### [Work item]
Among the entries that follow, find the lines containing the string "Nguyễn" and copy them.

Dataset entries:
════════════════════
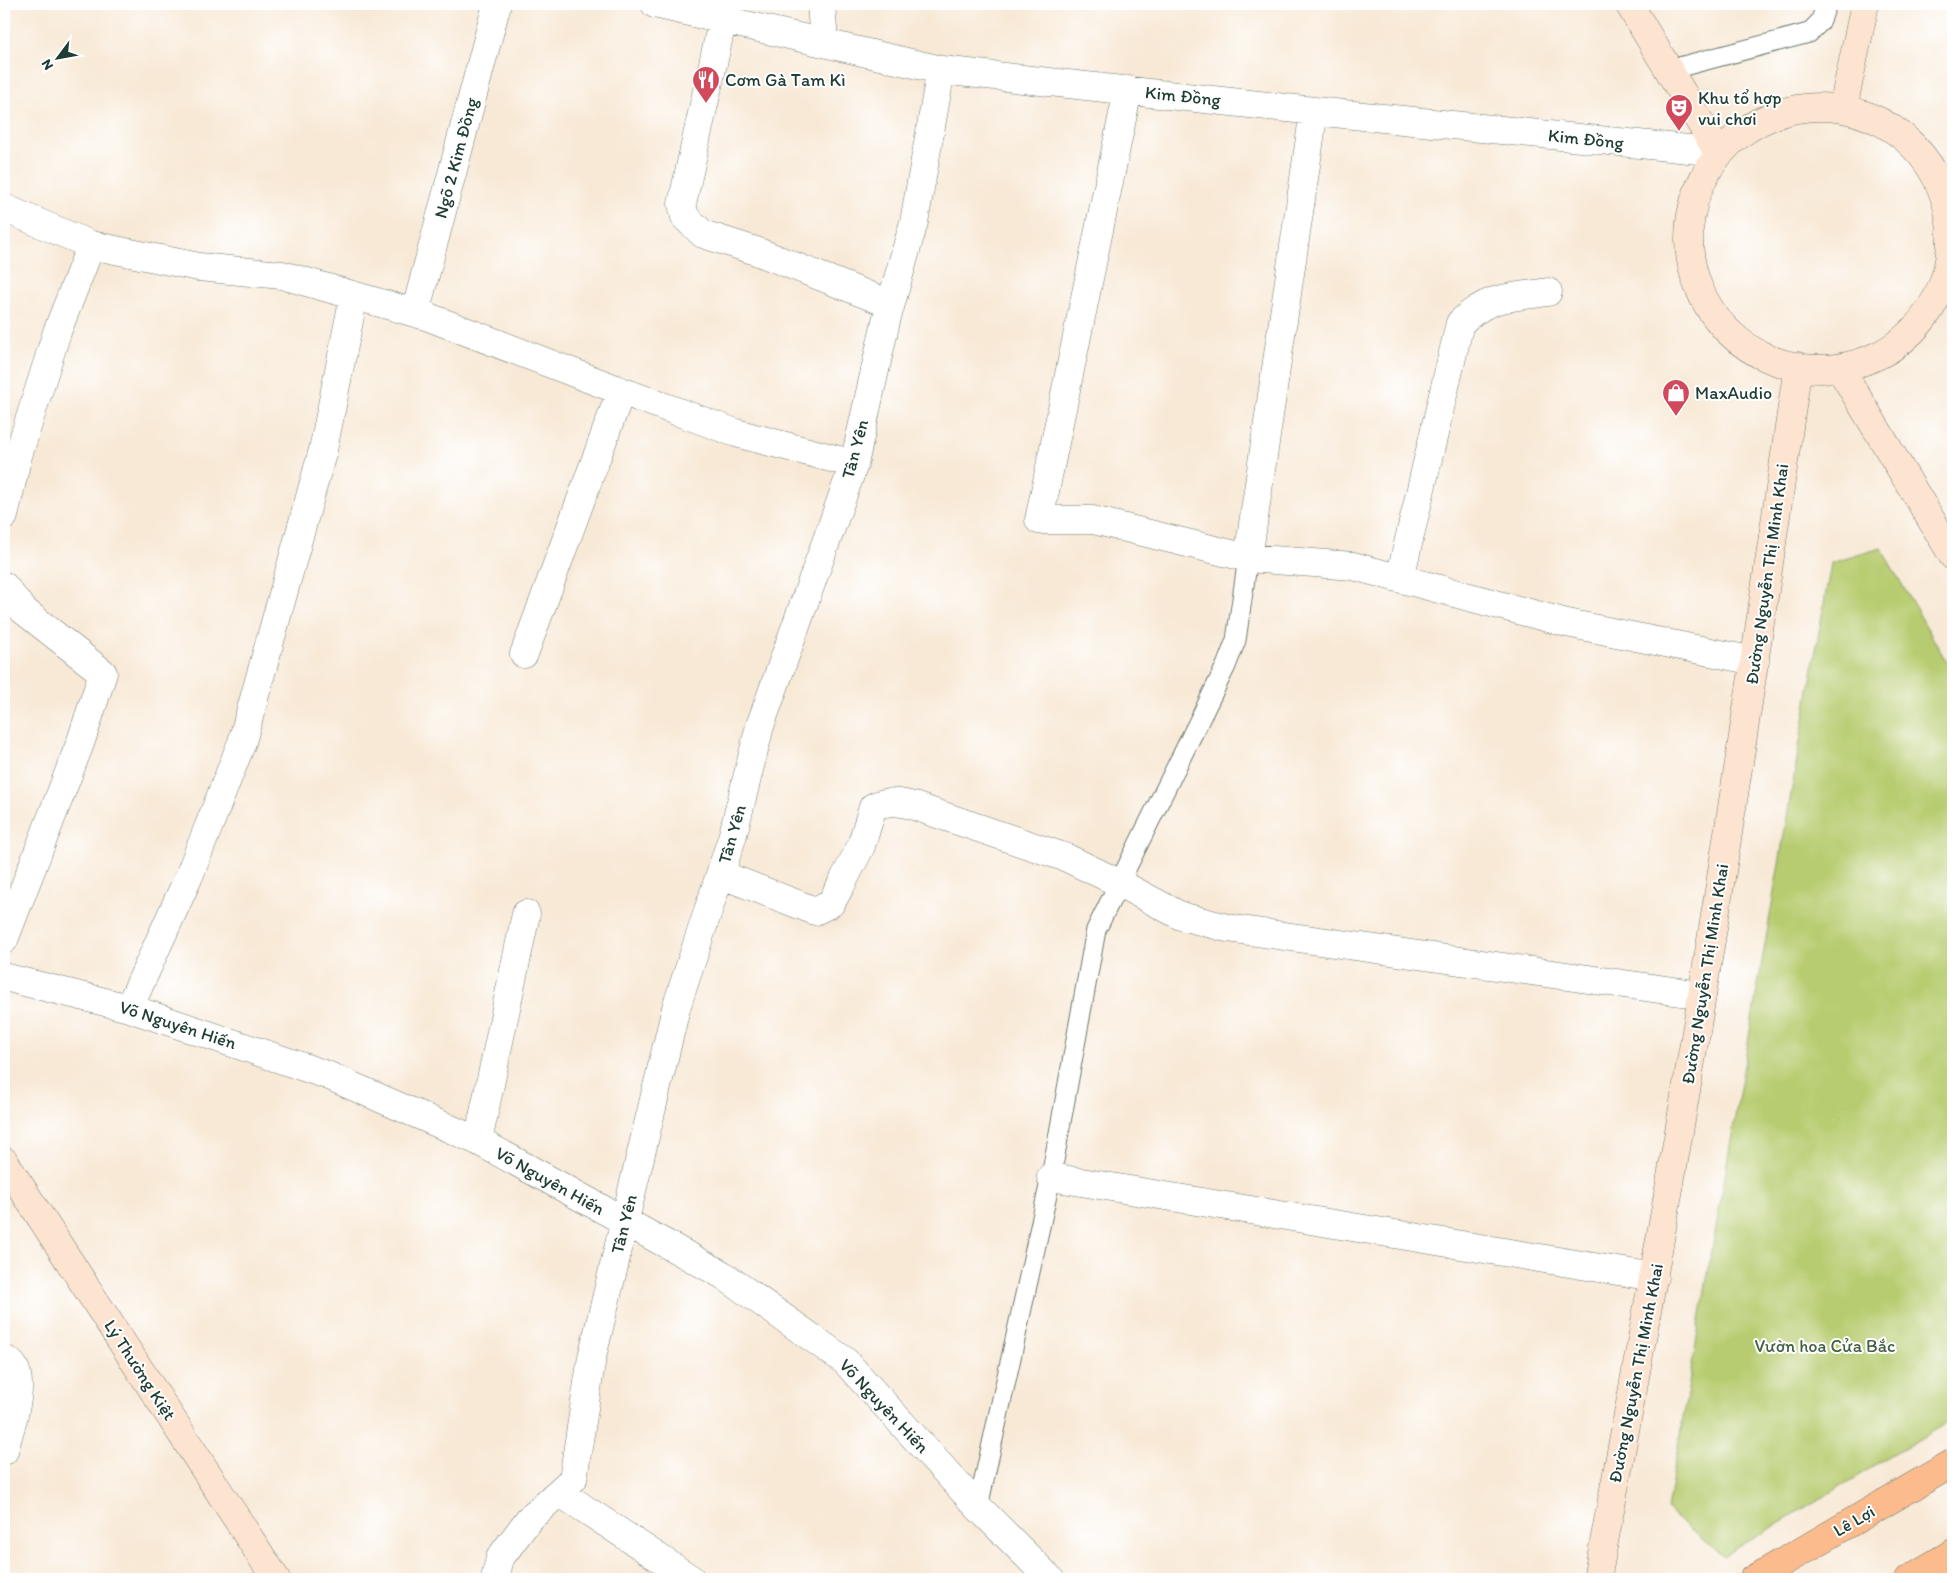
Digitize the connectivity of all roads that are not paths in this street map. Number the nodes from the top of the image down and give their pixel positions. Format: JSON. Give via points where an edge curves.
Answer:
{"nodes":[{"id":1,"x":497,"y":4,"type":"edge"},
{"id":2,"x":655,"y":4,"type":"edge"},
{"id":3,"x":821,"y":4,"type":"edge"},
{"id":4,"x":1629,"y":4,"type":"edge"},
{"id":5,"x":1826,"y":4,"type":"edge"},
{"id":6,"x":1864,"y":4,"type":"edge"},
{"id":7,"x":706,"y":12,"type":"edge"},
{"id":8,"x":824,"y":42,"type":"junction"},
{"id":9,"x":941,"y":70,"type":"junction"},
{"id":10,"x":1668,"y":70,"type":"junction"},
{"id":11,"x":1128,"y":90,"type":"junction"},
{"id":12,"x":1843,"y":108,"type":"junction"},
{"id":13,"x":1314,"y":111,"type":"junction"},
{"id":14,"x":1718,"y":152,"type":"junction"},
{"id":15,"x":1950,"y":198,"type":"edge"},
{"id":16,"x":4,"y":208,"type":"edge"},
{"id":17,"x":91,"y":245,"type":"junction"},
{"id":18,"x":1548,"y":292,"type":"dead end"},
{"id":19,"x":354,"y":296,"type":"junction"},
{"id":20,"x":890,"y":304,"type":"junction"},
{"id":21,"x":416,"y":313,"type":"junction"},
{"id":22,"x":1798,"y":366,"type":"junction"},
{"id":23,"x":1841,"y":370,"type":"junction"},
{"id":24,"x":621,"y":391,"type":"junction"},
{"id":25,"x":854,"y":464,"type":"junction"},
{"id":26,"x":4,"y":516,"type":"edge"},
{"id":27,"x":1953,"y":556,"type":"edge"},
{"id":28,"x":1248,"y":558,"type":"junction"},
{"id":29,"x":1400,"y":578,"type":"junction"},
{"id":30,"x":4,"y":586,"type":"edge"},
{"id":31,"x":524,"y":654,"type":"dead end"},
{"id":32,"x":1755,"y":661,"type":"junction"},
{"id":33,"x":720,"y":874,"type":"junction"},
{"id":34,"x":1119,"y":883,"type":"junction"},
{"id":35,"x":526,"y":914,"type":"dead end"},
{"id":36,"x":4,"y":940,"type":"edge"},
{"id":37,"x":4,"y":977,"type":"edge"},
{"id":38,"x":1702,"y":996,"type":"junction"},
{"id":39,"x":129,"y":1008,"type":"junction"},
{"id":40,"x":478,"y":1140,"type":"junction"},
{"id":41,"x":4,"y":1161,"type":"edge"},
{"id":42,"x":1051,"y":1177,"type":"junction"},
{"id":43,"x":625,"y":1222,"type":"junction"},
{"id":44,"x":1654,"y":1278,"type":"junction"},
{"id":45,"x":4,"y":1359,"type":"edge"},
{"id":46,"x":4,"y":1451,"type":"edge"},
{"id":47,"x":1953,"y":1463,"type":"edge"},
{"id":48,"x":559,"y":1492,"type":"junction"},
{"id":49,"x":978,"y":1507,"type":"junction"},
{"id":50,"x":1953,"y":1553,"type":"edge"},
{"id":51,"x":276,"y":1579,"type":"edge"},
{"id":52,"x":495,"y":1579,"type":"edge"},
{"id":53,"x":691,"y":1579,"type":"edge"},
{"id":54,"x":1050,"y":1579,"type":"edge"},
{"id":55,"x":1597,"y":1579,"type":"edge"},
{"id":56,"x":1754,"y":1579,"type":"edge"},
{"id":57,"x":1909,"y":1579,"type":"edge"}],
"edges":[{"from":1,"to":21,"type":"street","name":"Ngõ 2 Kim Đồng"},
{"from":2,"to":7,"type":"street","name":"Kim Đồng"},
{"from":3,"to":8,"type":"street"},
{"from":4,"to":10,"type":"main road"},
{"from":5,"to":10,"type":"lane","via":[[1820,22],[1809,33]]},
{"from":6,"to":12,"type":"main road"},
{"from":7,"to":8,"type":"street","name":"Kim Đồng"},
{"from":7,"to":20,"type":"street","via":[[682,204],[685,217],[703,234],[756,251]]},
{"from":8,"to":9,"type":"street","name":"Kim Đồng"},
{"from":9,"to":11,"type":"street","name":"Kim Đồng"},
{"from":9,"to":20,"type":"street","name":"Tân Yên","via":[[914,222]]},
{"from":10,"to":14,"type":"main road"},
{"from":11,"to":13,"type":"street","name":"Kim Đồng"},
{"from":11,"to":28,"type":"street","via":[[1039,520],[1093,520]]},
{"from":12,"to":14,"type":"main road","via":[[1801,107],[1761,120]]},
{"from":12,"to":15,"type":"main road","via":[[1888,125],[1925,157]]},
{"from":13,"to":14,"type":"street","name":"Kim Đồng"},
{"from":13,"to":28,"type":"street"},
{"from":14,"to":22,"type":"main road","via":[[1694,201],[1689,249],[1702,295],[1730,334],[1770,360]]},
{"from":15,"to":23,"type":"main road","via":[[1952,254],[1935,304],[1900,344]]},
{"from":16,"to":17,"type":"street"},
{"from":17,"to":19,"type":"street","via":[[199,267],[282,275]]},
{"from":17,"to":26,"type":"street","via":[[57,332],[17,459]]},
{"from":18,"to":29,"type":"street","via":[[1492,301],[1474,310],[1460,323]]},
{"from":19,"to":21,"type":"street"},
{"from":19,"to":39,"type":"street","via":[[323,450],[242,742],[189,876]]},
{"from":20,"to":25,"type":"street","name":"Tân Yên"},
{"from":21,"to":24,"type":"street"},
{"from":22,"to":23,"type":"main road","via":[[1814,371]]},
{"from":22,"to":32,"type":"main road","name":"Đường Nguyễn Thị Minh Khai"},
{"from":23,"to":27,"type":"main road"},
{"from":24,"to":25,"type":"street","via":[[736,433]]},
{"from":24,"to":31,"type":"street"},
{"from":25,"to":33,"type":"street","name":"Tân Yên","via":[[760,726]]},
{"from":28,"to":29,"type":"street","via":[[1353,566]]},
{"from":28,"to":34,"type":"lane","via":[[1236,640],[1226,666]]},
{"from":29,"to":32,"type":"street","via":[[1567,623]]},
{"from":30,"to":36,"type":"street","via":[[23,610],[103,673],[81,741]]},
{"from":32,"to":38,"type":"main road","name":"Đường Nguyễn Thị Minh Khai"},
{"from":33,"to":34,"type":"street","via":[[815,911],[831,903],[845,878],[861,846],[873,807],[897,801],[1067,858]]},
{"from":33,"to":43,"type":"street","name":"Tân Yên","via":[[676,1008]]},
{"from":34,"to":38,"type":"street","via":[[1180,916],[1227,928]]},
{"from":34,"to":42,"type":"lane","via":[[1096,930]]},
{"from":35,"to":40,"type":"street"},
{"from":37,"to":39,"type":"street","name":"Võ Nguyên Hiến"},
{"from":38,"to":44,"type":"main road","name":"Đường Nguyễn Thị Minh Khai"},
{"from":39,"to":40,"type":"street","name":"Võ Nguyên Hiến","via":[[327,1075]]},
{"from":40,"to":43,"type":"street","name":"Võ Nguyên Hiến"},
{"from":41,"to":51,"type":"main road","name":"Lý Thường Kiệt"},
{"from":42,"to":44,"type":"street"},
{"from":42,"to":49,"type":"lane"},
{"from":43,"to":48,"type":"street","name":"Tân Yên","via":[[592,1357],[573,1479]]},
{"from":43,"to":49,"type":"street","name":"Võ Nguyên Hiến","via":[[723,1275],[845,1362]]},
{"from":44,"to":55,"type":"main road","name":"Đường Nguyễn Thị Minh Khai"},
{"from":45,"to":46,"type":"street","via":[[13,1366],[19,1381]]},
{"from":47,"to":56,"type":"main road","name":"Lê Lợi"},
{"from":48,"to":52,"type":"street","name":"Tân Yên","via":[[530,1519],[500,1558]]},
{"from":48,"to":53,"type":"street"},
{"from":49,"to":54,"type":"street","name":"Võ Nguyên Hiến"},
{"from":50,"to":57,"type":"main road"}]}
════════════════════
### [Answer to this task]
{"from":22,"to":32,"type":"main road","name":"Đường Nguyễn Thị Minh Khai"},
{"from":32,"to":38,"type":"main road","name":"Đường Nguyễn Thị Minh Khai"},
{"from":38,"to":44,"type":"main road","name":"Đường Nguyễn Thị Minh Khai"},
{"from":44,"to":55,"type":"main road","name":"Đường Nguyễn Thị Minh Khai"},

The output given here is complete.